Plavix Use Beyond One Year After Stent Implantation Brings Significant Dangers but No Benefit; FDA Should Warn Against Drug’s Prolonged Use

Public Citizen and Husband of Victim Petition FDA for Black Box Warning

WASHINGTON, D.C. – The U.S. Food and Drug Administration (FDA) should warn patients and doctors that taking the widely prescribed drug Plavix (clopidogrel) for more than a year after having a drug-eluting stent implanted can lead to major bleeding, which can kill, Public Citizen said in a petition to the agency today.

Public Citizen, which is urging the agency to issue a black box warning on Plavix, researched and sent the petition jointly with Dr. Neil A. Holtzman, whose wife died in 2011 after taking the drug for nearly two and a half years following implantation of a stent. Plavix is marketed by Bristol-Myers Squibb and Sanofi, as well as generic manufacturers.

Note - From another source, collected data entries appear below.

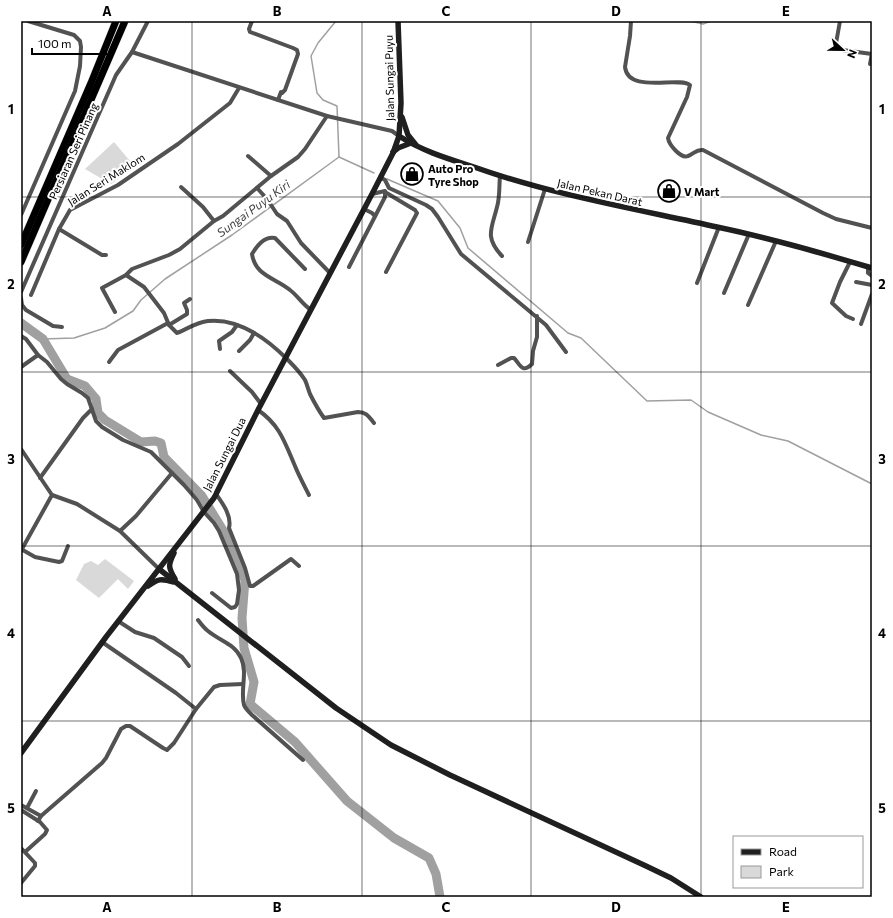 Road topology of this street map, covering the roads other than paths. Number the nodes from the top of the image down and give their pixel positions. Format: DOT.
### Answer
graph roads {
  1 [pos="28,21"];
  2 [pos="116,21"];
  3 [pos="125,21"];
  4 [pos="148,21"];
  5 [pos="252,21"];
  6 [pos="398,21"];
  7 [pos="631,21"];
  8 [pos="840,21"];
  9 [pos="132,52"];
  10 [pos="872,54"];
  11 [pos="870,64"];
  12 [pos="239,88"];
  13 [pos="278,100"];
  14 [pos="401,103"];
  15 [pos="328,117"];
  16 [pos="399,136"];
  17 [pos="411,143"];
  18 [pos="417,146"];
  19 [pos="393,153"];
  20 [pos="248,156"];
  21 [pos="271,176"];
  22 [pos="500,176"];
  23 [pos="380,177"];
  24 [pos="181,187"];
  25 [pos="257,188"];
  26 [pos="389,188"];
  27 [pos="545,189"];
  28 [pos="385,192"];
  29 [pos="372,194"];
  30 [pos="364,209"];
  31 [pos="21,215"];
  32 [pos="375,216"];
  33 [pos="214,221"];
  34 [pos="719,227"];
  35 [pos="872,228"];
  36 [pos="59,230"];
  37 [pos="750,234"];
  38 [pos="776,241"];
  39 [pos="528,242"];
  40 [pos="24,244"];
  41 [pos="106,255"];
  42 [pos="502,256"];
  43 [pos="21,262"];
  44 [pos="850,262"];
  45 [pos="349,267"];
  46 [pos="870,267"];
  47 [pos="305,269"];
  48 [pos="386,272"];
  49 [pos="330,274"];
  50 [pos="126,275"];
  51 [pos="872,276"];
  52 [pos="856,282"];
  53 [pos="23,283"];
  54 [pos="697,283"];
  55 [pos="872,285"];
  56 [pos="21,292"];
  57 [pos="724,293"];
  58 [pos="872,294"];
  59 [pos="30,295"];
  60 [pos="21,298"];
  61 [pos="190,299"];
  62 [pos="748,305"];
  63 [pos="311,310"];
  64 [pos="115,312"];
  65 [pos="537,316"];
  66 [pos="853,319"];
  67 [pos="168,324"];
  68 [pos="861,324"];
  69 [pos="237,325"];
  70 [pos="62,327"];
  71 [pos="254,333"];
  72 [pos="21,336"];
  73 [pos="220,349"];
  74 [pos="239,351"];
  75 [pos="566,352"];
  76 [pos="38,355"];
  77 [pos="286,358"];
  78 [pos="109,362"];
  79 [pos="498,366"];
  80 [pos="21,367"];
  81 [pos="230,371"];
  82 [pos="261,404"];
  83 [pos="92,409"];
  84 [pos="258,410"];
  85 [pos="374,423"];
  86 [pos="21,449"];
  87 [pos="172,473"];
  88 [pos="40,478"];
  89 [pos="309,494"];
  90 [pos="52,495"];
  91 [pos="215,496"];
  92 [pos="204,511"];
  93 [pos="120,531"];
  94 [pos="178,544"];
  95 [pos="68,546"];
  96 [pos="22,549"];
  97 [pos="298,566"];
  98 [pos="159,569"];
  99 [pos="177,583"];
  100 [pos="143,590"];
  101 [pos="212,593"];
  102 [pos="198,620"];
  103 [pos="118,622"];
  104 [pos="102,642"];
  105 [pos="189,666"];
  106 [pos="243,684"];
  107 [pos="196,709"];
  108 [pos="21,753"];
  109 [pos="303,760"];
  110 [pos="36,791"];
  111 [pos="21,805"];
  112 [pos="27,808"];
  113 [pos="21,810"];
  114 [pos="41,816"];
  115 [pos="38,820"];
  116 [pos="21,848"];
  117 [pos="25,852"];
  118 [pos="21,883"];
  119 [pos="701,897"];
  1 -- 31 [label="street"];
  2 -- 40 [label="highway"];
  3 -- 40 [label="highway"];
  4 -- 9 [label="street, Persiaran Seri Pinang"];
  5 -- 13 [label="street"];
  6 -- 14 [label="main road, Jalan Sungai Puyu"];
  7 -- 35 [label="street"];
  8 -- 10 [label="street"];
  9 -- 12 [label="street"];
  9 -- 53 [label="street, Persiaran Seri Pinang"];
  10 -- 11 [label="street"];
  12 -- 13 [label="street"];
  12 -- 36 [label="street, Jalan Seri Maklom"];
  13 -- 15 [label="street"];
  14 -- 16 [label="main road, Jalan Sungai Puyu"];
  14 -- 18 [label="main road"];
  15 -- 16 [label="street"];
  15 -- 21 [label="street"];
  16 -- 17 [label="main road, Jalan Pekan Darat"];
  16 -- 19 [label="main road, Jalan Sungai Dua"];
  17 -- 18 [label="main road, Jalan Pekan Darat"];
  17 -- 19 [label="main road"];
  18 -- 22 [label="main road, Jalan Pekan Darat"];
  19 -- 23 [label="main road, Jalan Sungai Dua"];
  20 -- 21 [label="street"];
  21 -- 25 [label="street"];
  22 -- 27 [label="main road, Jalan Pekan Darat"];
  22 -- 42 [label="street"];
  23 -- 26 [label="street"];
  23 -- 29 [label="main road, Jalan Sungai Dua"];
  24 -- 33 [label="street"];
  25 -- 33 [label="street"];
  25 -- 49 [label="street"];
  26 -- 28 [label="street"];
  26 -- 65 [label="street"];
  27 -- 34 [label="main road, Jalan Pekan Darat"];
  27 -- 39 [label="street"];
  28 -- 29 [label="street"];
  28 -- 32 [label="street"];
  28 -- 48 [label="street"];
  29 -- 30 [label="main road, Jalan Sungai Dua"];
  30 -- 32 [label="street"];
  30 -- 49 [label="main road, Jalan Sungai Dua"];
  32 -- 45 [label="street"];
  33 -- 50 [label="street"];
  34 -- 37 [label="main road, Jalan Pekan Darat"];
  34 -- 54 [label="street"];
  36 -- 41 [label="street"];
  36 -- 59 [label="street, Jalan Seri Maklom"];
  37 -- 38 [label="main road, Jalan Pekan Darat"];
  37 -- 57 [label="street"];
  38 -- 44 [label="main road, Jalan Pekan Darat"];
  38 -- 62 [label="street"];
  40 -- 43 [label="highway"];
  44 -- 46 [label="main road, Jalan Pekan Darat"];
  44 -- 66 [label="street"];
  46 -- 51 [label="street"];
  47 -- 63 [label="street"];
  49 -- 63 [label="main road, Jalan Sungai Dua"];
  50 -- 64 [label="street"];
  50 -- 67 [label="street"];
  52 -- 55 [label="street"];
  53 -- 56 [label="street, Persiaran Seri Pinang"];
  58 -- 68 [label="street"];
  60 -- 70 [label="street"];
  61 -- 67 [label="street"];
  63 -- 77 [label="main road, Jalan Sungai Dua"];
  65 -- 75 [label="street"];
  65 -- 79 [label="street"];
  67 -- 69 [label="street"];
  67 -- 78 [label="street"];
  69 -- 71 [label="street"];
  69 -- 73 [label="street"];
  71 -- 74 [label="street"];
  71 -- 77 [label="street"];
  72 -- 76 [label="street"];
  76 -- 80 [label="street"];
  76 -- 83 [label="street"];
  77 -- 82 [label="main road, Jalan Sungai Dua"];
  77 -- 85 [label="street"];
  81 -- 82 [label="street"];
  82 -- 84 [label="main road, Jalan Sungai Dua"];
  83 -- 87 [label="street"];
  83 -- 88 [label="street"];
  84 -- 89 [label="street"];
  84 -- 91 [label="main road, Jalan Sungai Dua"];
  86 -- 88 [label="street"];
  87 -- 92 [label="street"];
  87 -- 93 [label="street"];
  88 -- 90 [label="street"];
  90 -- 93 [label="street"];
  90 -- 96 [label="street"];
  91 -- 92 [label="main road, Jalan Sungai Dua"];
  91 -- 97 [label="street"];
  92 -- 94 [label="main road, Jalan Sungai Dua"];
  92 -- 101 [label="street"];
  93 -- 98 [label="street"];
  94 -- 98 [label="main road, Jalan Sungai Dua"];
  94 -- 99 [label="main road"];
  95 -- 96 [label="street"];
  98 -- 99 [label="main road"];
  98 -- 100 [label="main road, Jalan Sungai Dua"];
  99 -- 100 [label="main road"];
  99 -- 119 [label="main road"];
  100 -- 103 [label="main road, Jalan Sungai Dua"];
  102 -- 106 [label="street"];
  103 -- 104 [label="main road, Jalan Sungai Dua"];
  103 -- 105 [label="street"];
  104 -- 107 [label="street"];
  104 -- 108 [label="main road, Jalan Sungai Dua"];
  106 -- 107 [label="street"];
  106 -- 109 [label="street"];
  107 -- 114 [label="street"];
  110 -- 112 [label="street"];
  111 -- 112 [label="street"];
  112 -- 114 [label="street"];
  113 -- 115 [label="street"];
  114 -- 115 [label="street"];
  115 -- 117 [label="street"];
  116 -- 117 [label="street"];
  117 -- 118 [label="street"];
}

Clopidogrel is given to patients after a drug-eluting coronary artery stent (DES) is implanted, usually after a heart attack, to reduce future such events. But it should be given no more than 12 months after implantation, Public Citizen said today. The petition cites evidence from randomized controlled trials and other studies indicating that taking clopidogrel for longer than a year following the implantation of a DES offers no further benefit, in terms of reduced death from cardiac causes, myocardial infarction or other thrombotic events, compared to taking it for a year or less. It does, however, increase the likelihood of major bleeding, which may be fatal. The requested warnings apply only to people using the drug in conjunction with a DES.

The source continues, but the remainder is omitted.